Monday, September 22, 2014


“I am the master of my fate:
“I am the captain of my soul.”

Bassui Tokushō was a Zen practitioner who did not want to be called a master. He lived in the late 1300s and trained in Sōtō, Rinzai, and Ch'an schools. Although he absorbed the wide-ranging teachings of Zen, Bassui was irritated with the state of the practice in Japan. To him there was too much attachment by some monks and masters to ritual and dogma, as well as too much attachment to freedom and informality.
          That dissatisfaction bloomed at an early age. When Bassui was seven years old he asked a Zen priest, who was preparing food for a funeral ritual, who was going to eat the food.
          “The soul of the dead person, of course,” said the priest.
          “What is this thing you call the soul?” the boy asked.
          The priest didn’t respond.                                              
          Over the following years Bassui stopped wondering about soul, deciding the notion was too vague to have an answer. Instead he pondered about who it was that sees, hears, eats, and wonders at this very moment.
          That set him off on a journey from temple to temple asking learned priest after learned priest about one’s true self. Still, there were no answers, which exasperated him even more.
Though Bassui thought of himself as a Zen Buddhist he did not align himself with any temple or monastery. He diligently sat in zazen, but he did not shave his head, and he wore ordinary clothing. Nor did he recite sutras or chanted. Uninterested in the trimmings of Zen, he was absorbed in knowing he who really was master.
          When Bassui was asked why he didn’t dress like a practicing monk he said he became a monk to understand life, not to wear robes,
          When asked if he studied koans he said, “How can I appreciate the words of other men when I don’t even know my own mind?”
          Even though Bassui avoided being given any sort of title, at age thirty-one he reluctantly accepted ordination as a Zen master. Even then he was mistrustful of what he considered the too-easy confirmation, and he remained unimpressed by the prominent abbots and the proclaimed leaders of the times.
          For several years Bassui lived a wanderer’s life, sometimes staying in Zen temples, sometimes living alone as a hermit. When he re-visited the hermit monk Tokukei, the man realized Bassui was neither a follower nor a leader. He suggested he construct his own place of retreat and simply teach whoever might listen.
          Bassui built a hermitage, but whenever too many disciples gathered around him he would wander off.
          Bassui urged students to avoid koans until they had seen into their own nature. Unlike Zen masters of old, he neither ranted nor raved. Instead he spoke calmly of Dogen and other free-thinking teachers, He recounted stories of the ancients, and used folklore and legend, but he always returned to the question “Who is the one that is hearing at this very moment?”
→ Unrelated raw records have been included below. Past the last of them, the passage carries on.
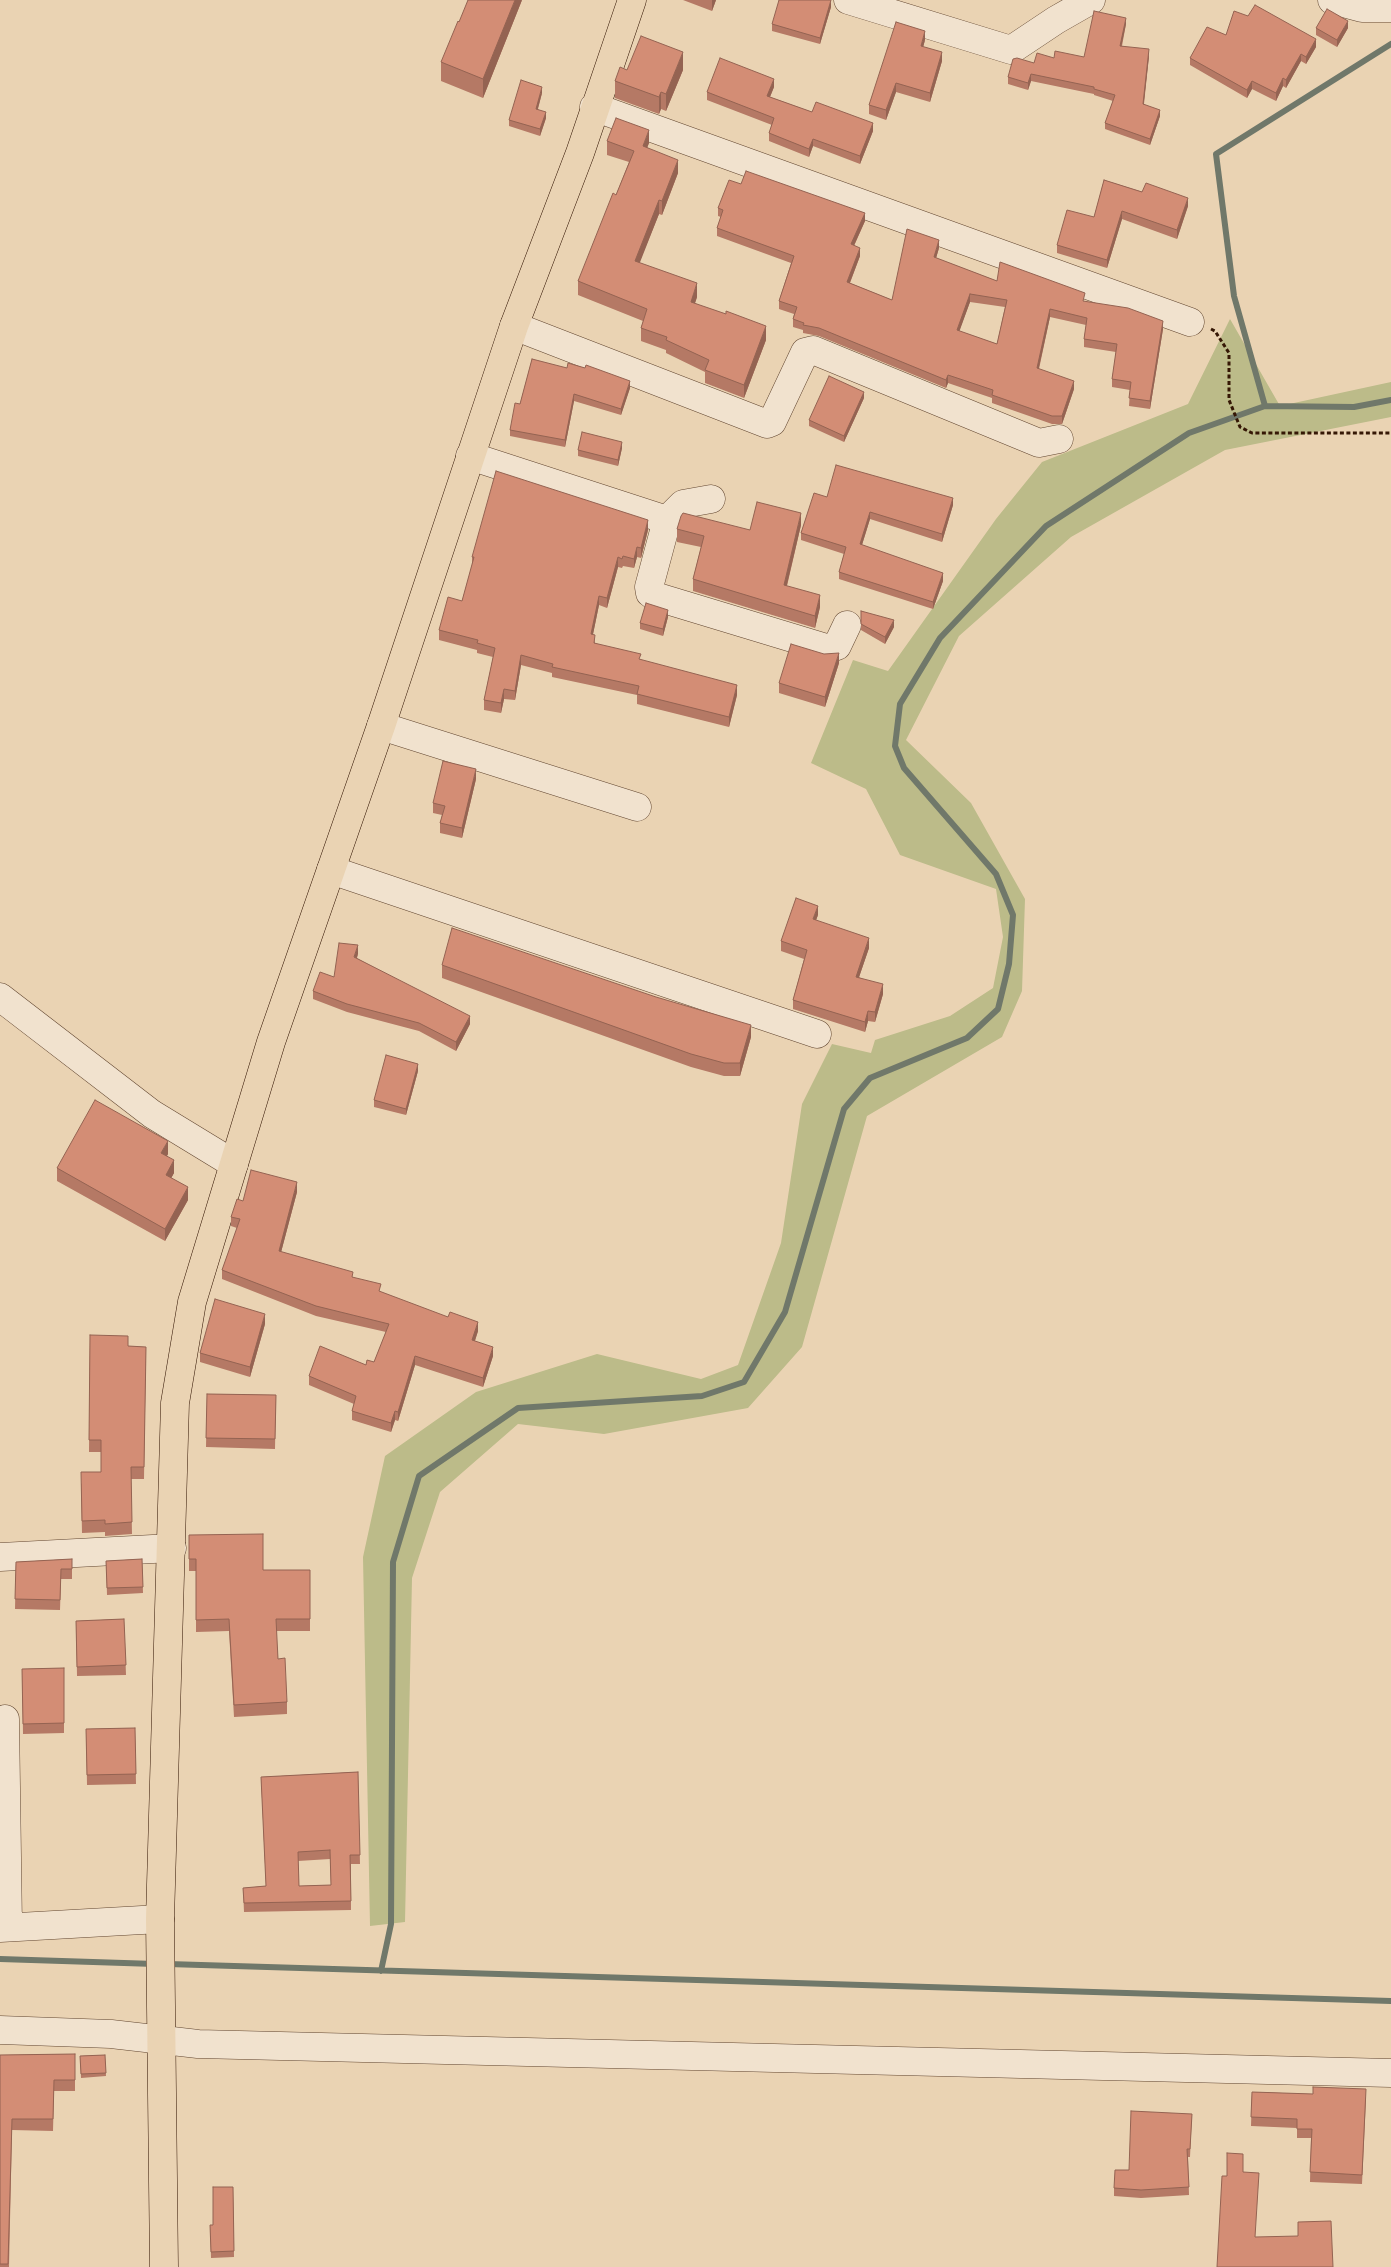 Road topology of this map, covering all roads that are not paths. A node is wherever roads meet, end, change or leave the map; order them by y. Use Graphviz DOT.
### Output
graph roads {
  1 [pos="632,0"];
  2 [pos="848,0"];
  3 [pos="1091,0"];
  4 [pos="1332,0"];
  5 [pos="1391,8"];
  6 [pos="594,108"];
  7 [pos="1190,322"];
  8 [pos="514,326"];
  9 [pos="1060,439"];
  10 [pos="470,456"];
  11 [pos="711,499"];
  12 [pos="667,520"];
  13 [pos="846,625"];
  14 [pos="381,726"];
  15 [pos="637,807"];
  16 [pos="331,870"];
  17 [pos="0,998"];
  18 [pos="817,1034"];
  19 [pos="234,1164"];
  20 [pos="172,1548"];
  21 [pos="0,1557"];
  22 [pos="4,1719"];
  23 [pos="160,1924"];
  24 [pos="4,1928"];
  25 [pos="161,2028"];
  26 [pos="0,2030"];
  27 [pos="1391,2073"];
  28 [pos="164,2267"];
  1 -- 6 [label="main road"];
  2 -- 3 [label="street"];
  4 -- 5 [label="street"];
  6 -- 7 [label="street"];
  6 -- 8 [label="main road"];
  8 -- 9 [label="street"];
  8 -- 10 [label="main road"];
  10 -- 12 [label="street"];
  10 -- 14 [label="main road"];
  11 -- 12 [label="street"];
  12 -- 13 [label="street"];
  14 -- 15 [label="street"];
  14 -- 16 [label="main road"];
  16 -- 18 [label="street"];
  16 -- 19 [label="main road"];
  17 -- 19 [label="street"];
  19 -- 20 [label="main road"];
  20 -- 21 [label="street"];
  20 -- 23 [label="main road"];
  22 -- 24 [label="street"];
  23 -- 24 [label="street"];
  23 -- 25 [label="main road"];
  25 -- 26 [label="street"];
  25 -- 27 [label="street"];
  25 -- 28 [label="main road"];
}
          If a student asked him what to do about random thoughts that came up during zazen, Bassui said to acknowledge them and to ask “Who is it that is having these thoughts?” He encouraged emptiness, but at the same time he claimed emptiness was not self-realization.
           “If you catch a glimpse of your self-nature, Bassui insisted, “It is the same as reading all of the sutras without holding one in your hand and reading a word.”
          He said that the act of bowing before the Buddha was merely a physical exercise in horizontaling the mass of ego.
          That term “horizontaling” may not be a real word in either English or Japanese, but it makes the point.
          According to Bassui, wanting to be different from so-called ordinary people was the same as any other distracting thought. “Who is the one who sees all this?” was his favorite saying.
Bassui was reported never to have written anything. A disciple of his named Myodo compiled a short biography that included several of Bassui’s talks. When Bassui was requested to give the collection a title, he said, “This was not my idea. What name can I consider for such a coarse mixture of mud and water?”
          The present-day book titled Mud and Water: The Teachings of Zen Master Bassui, is available on Amazon. It contains such chapters as Outside the Scriptures and Not through Words; The Sole Practice of Zazen; The Wordless Sermon.
          Another book (Zen Radicals, Rebels, Reformers, authors Besserman and Steger) mentions that Bassui was an encouraging Zen teacher who did not browbeat his students but led them. He inspired them to have faith in themselves rather than in shrines or in question-and-answer contests. He constantly advised against becoming obsessed with koans. And he warned about fanatics, saying “Look into your own nature and sit in zazen.”
          Bassui may not have been a rebel, a radical, or a reformer. He was a Zen individual who taught what he believed.
          In his life Bassui exemplified the words of British poet William Henley:
“I am the master of my fate; I am the captain of my soul.”